Six TipsFor Treating Chronic Pain
ComplicatingThings go further: PainYou can get more pain ForAn injury could increase the volume of your pain response to future traumas. StressThis can cause pain to persist even after an injury has been treated. AndIf your back aches and you begin to imagine how it could get worse, this fear can magnify your pain. This can lead you to avoid doing physical activity which will make the pain worse. ExpertsThis is the pain cycle.
Here, Dr. Sarno’s notion of the brain triggering pain was partially right. ResearchStudies have shown that catastrophizing may turn acute pain into chronic, and increase activity in brain regions related to anticipation and attention to pain. ThisThis is why clinicians are now treating pain disorders in a similar way to anxiety disorders. They encourage patients to exercise to overcome their fear of moving. WhereasA patient who is socially anxious might make small steps towards talking to strangers. For example, a patient suffering from back pain might start jogging and cycling.

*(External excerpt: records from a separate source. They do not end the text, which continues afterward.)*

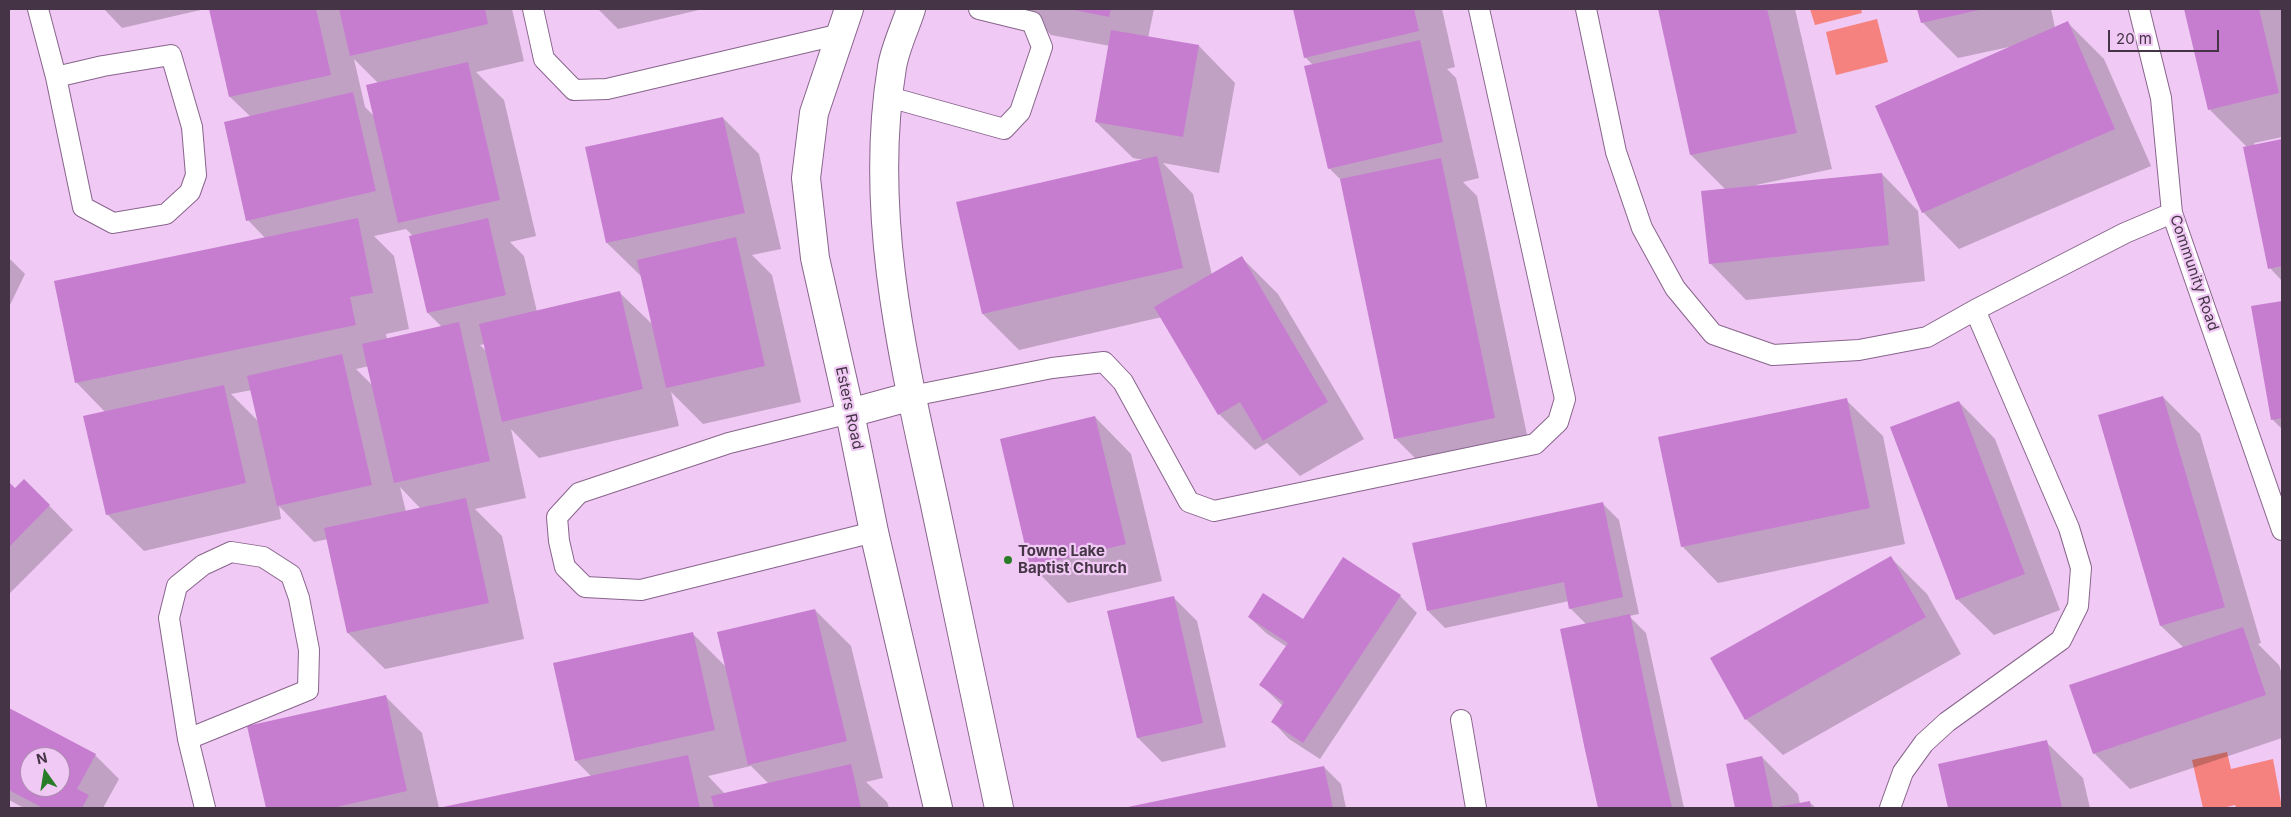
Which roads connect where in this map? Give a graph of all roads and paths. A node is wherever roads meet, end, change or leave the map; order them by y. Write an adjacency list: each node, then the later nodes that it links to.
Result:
1 (38, 9): 9 (lane)
2 (533, 9): 8 (lane)
3 (911, 9): 10 (main road)
4 (979, 9): 10 (lane)
5 (1479, 9): 13 (lane)
6 (1586, 9): 12 (lane)
7 (2139, 9): 11 (lane, Community Road)
8 (845, 21): 14 (main road, Esters Road)
9 (56, 77): 9 (lane)
10 (889, 96): 13 (main road)
11 (2172, 213): 12 (lane); 15 (lane, Community Road)
12 (1975, 310): 24 (lane)
13 (912, 396): 14 (main road); 22 (main road)
14 (850, 413): 17 (main road, Esters Road); 17 (lane)
15 (2275, 487): 16 (lane, Community Road)
16 (2282, 530)
17 (874, 532): 21 (main road, Esters Road)
18 (1461, 720): 23 (lane)
19 (188, 739): 19 (lane); 20 (lane)
20 (205, 808)
21 (938, 808)
22 (999, 808)
23 (1476, 808)
24 (1890, 808)

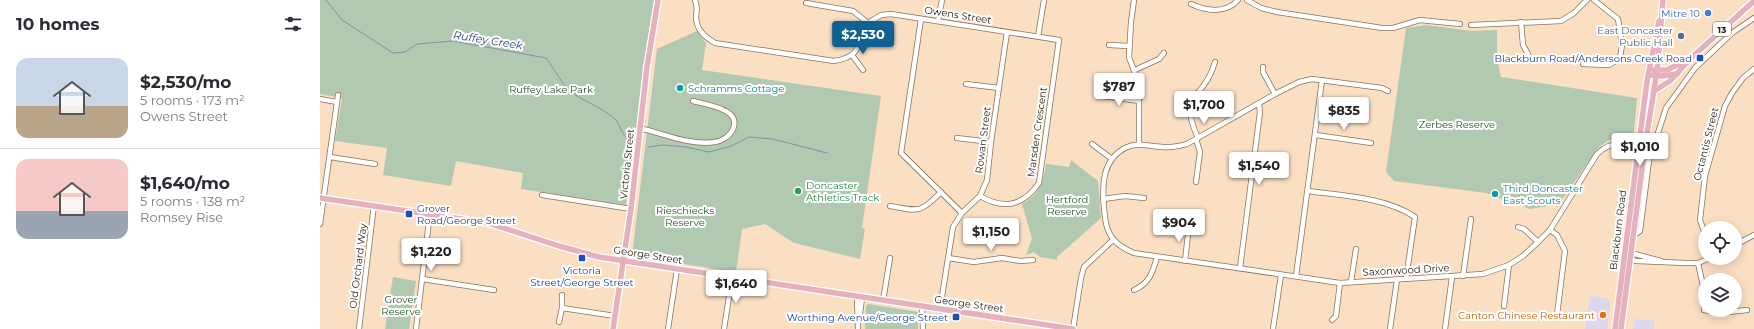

YouYou can find the on switch.
TheBottom line according to Dr. Howard Schubiner, a protégé of Dr. Sarno, is that “all pain is real, and all pain is generated by the brain.” Today Dr. SchubinerThe director of the Mind Body Medicine ProgramIn Southfield, Mich., and a professor of clinical medicine at the Michigan State University CollegeThis is Human Medicine.
“Whether pain is triggered by stress or physical injury, the brain generates the sensations,” he said. “And — this is a mind-blowing concept — it’s not just reflecting what it feels, it’s deciding whether to turn pain on or off.”
SoThis reasoning states that all pain is both in the body and in the brain. WhichThat is why my adductor stopped throbbing in pain. July after eight weeks of physical therapy, I didn’t expend too much mental energy trying to figure out what had worked: the exercises themselves, my physical therapist giving me the go-ahead to keep exercising, the once-a-week opportunity to talk with her about my recent move and the other stressors potentially contributing to my pain or (most likely) all of the above.
InThe end. Dr. SarnoHe was right about exercise helping, not hindering, recovery, and about the link between physical and emotional pain. ButNot all chronic pain is psychological. Dr. Sarno’s FreudianThe only treatment that works is not the best. AndFew scientists would believe that our brain uses pain to distract from negative emotions (and certainly not by cutting off blood flow).
I still think of Dr. Sarno as a savior, and I continue to recommend his books to friends and family; some have read them — and had success — while others have politely declined. Yes, Dr. SarnoIt is likely that we have simplified and exaggerated the psychological roots of pain. ButHe helped me see that both my mind and my body are responsible to my physical suffering. And that we’re not powerless to change it.